Surreptitious Entry
- Author: Willis George
- Language: English
- Genre: Memoir
- Publisher: D. Appleton-Century Co.
- Publication date: 1946
- Publication place: United States
- OCLC: 261121

= Surreptitious Entry =

1946 Willis George memoir

Surreptitious Entry is a memoir of Willis George's (1897–?) career as a spy, burglar, and safecracker for the United States government. By his own account, he was a "football player, a clerk, a student of patent law, a stock broker, an aviator and an unsuccessful airplane salesman" until beginning his clandestine career in the Treasury Department. With the outbreak of World War II he worked briefly with Canadian intelligence services before transferring to the Office of Naval Intelligence and then the Office of Strategic Services.

==Summary==
In an extended excerpt published in the St. Louis Post-Dispatch, Willis George details how a team of eleven agents broke into the Chicago office of "Stephen K. Ziggly," a suspected Nazi spy. The process began with the two members responsible for security posing a workmen painting the hallway outside of Ziggly's office in order to familiarize themselves with who worked in that office. After two days of this, George and a locksmith picked the lock of the office after hours and mapped out the interior.

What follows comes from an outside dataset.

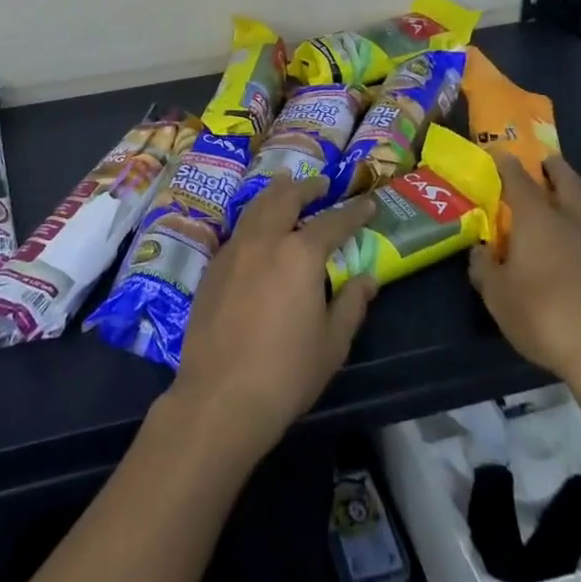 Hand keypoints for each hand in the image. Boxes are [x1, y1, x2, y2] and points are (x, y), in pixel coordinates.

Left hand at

The team then created an elaborate cover story about an engineering company that would be in the building overnight checking for "building sway," requiring the elevators to be shut down and the amount of foot traffic to be kept to a minimum.

On the night of the surreptitious entry, the two members responsible for security stayed in the truck to watch for Ziggly or his associates showing up unexpectedly. If any were spotted, they would radio the news to the rest of the team. The rest of the team entered the office using a key fabricated by the locksmith. The team included a safecracker, a "flaps and seals" expert, a photographer, a multi-lingual "evaluator," two additional "security" men, a radio operator, and George as the "agent-in-charge."

Fifteen minutes after the entry the team is interrupted: one of Ziggly's employees has returned to the office to fetch a bottle of whiskey from his desk. The security team delays him in the lobby, berating him for interrupting such important sway-test engineering work and giving the rest of the team time to leave the office and cover their tracks. After the whiskey is retrieved, the surreptitious entry begins again.

A supposedly impregnable safe is opened by manipulation in under 20 minutes. A code book is retrieved and exhaustively photographed. The evaluator selects other documents worth recording, the flaps-and-seals expert ensures everything is returned exactly as it was found. In less than four hours over 2000 photograph were taken. Two days later Ziggly is led away for questioning.

==Reviews==

Reviews were positive. An anonymous reviewer for The Age compared George's style favorably to E. Phillips Oppenheim, except that George's book was "more consistently exciting and considerably richer in variety.". Frederick Yeiser's review in The Cincinnati Enquirer rated the book "a good yarn ... simply told ... in the unadorned manner of police reporting." George H. Straley, writing for The Philadelphia Inquirer, called the book "absorbing," "a valuable documentary contributing to war annals," and a "thrilling narrative.". The Brooklyn Daily Eagle's Alfred Duckett found the book "simple enough to entertain," and a syndicated review credited to both "Joe Wing" and "W. G. Rogers" leads with "Anyone who thrills to secret agent stories should get a bang out of this one."

==The Author==

Willis George claimed authorship of Picks, Clips, Locks and Seals, ostensibly authored by "George Gardner." While several reviewers mentioned George's comments about the difficulty of finding work given his particular wartime experience, by 1950 he was employed by the lock and safe manufacturer Sargent & Greenleaf.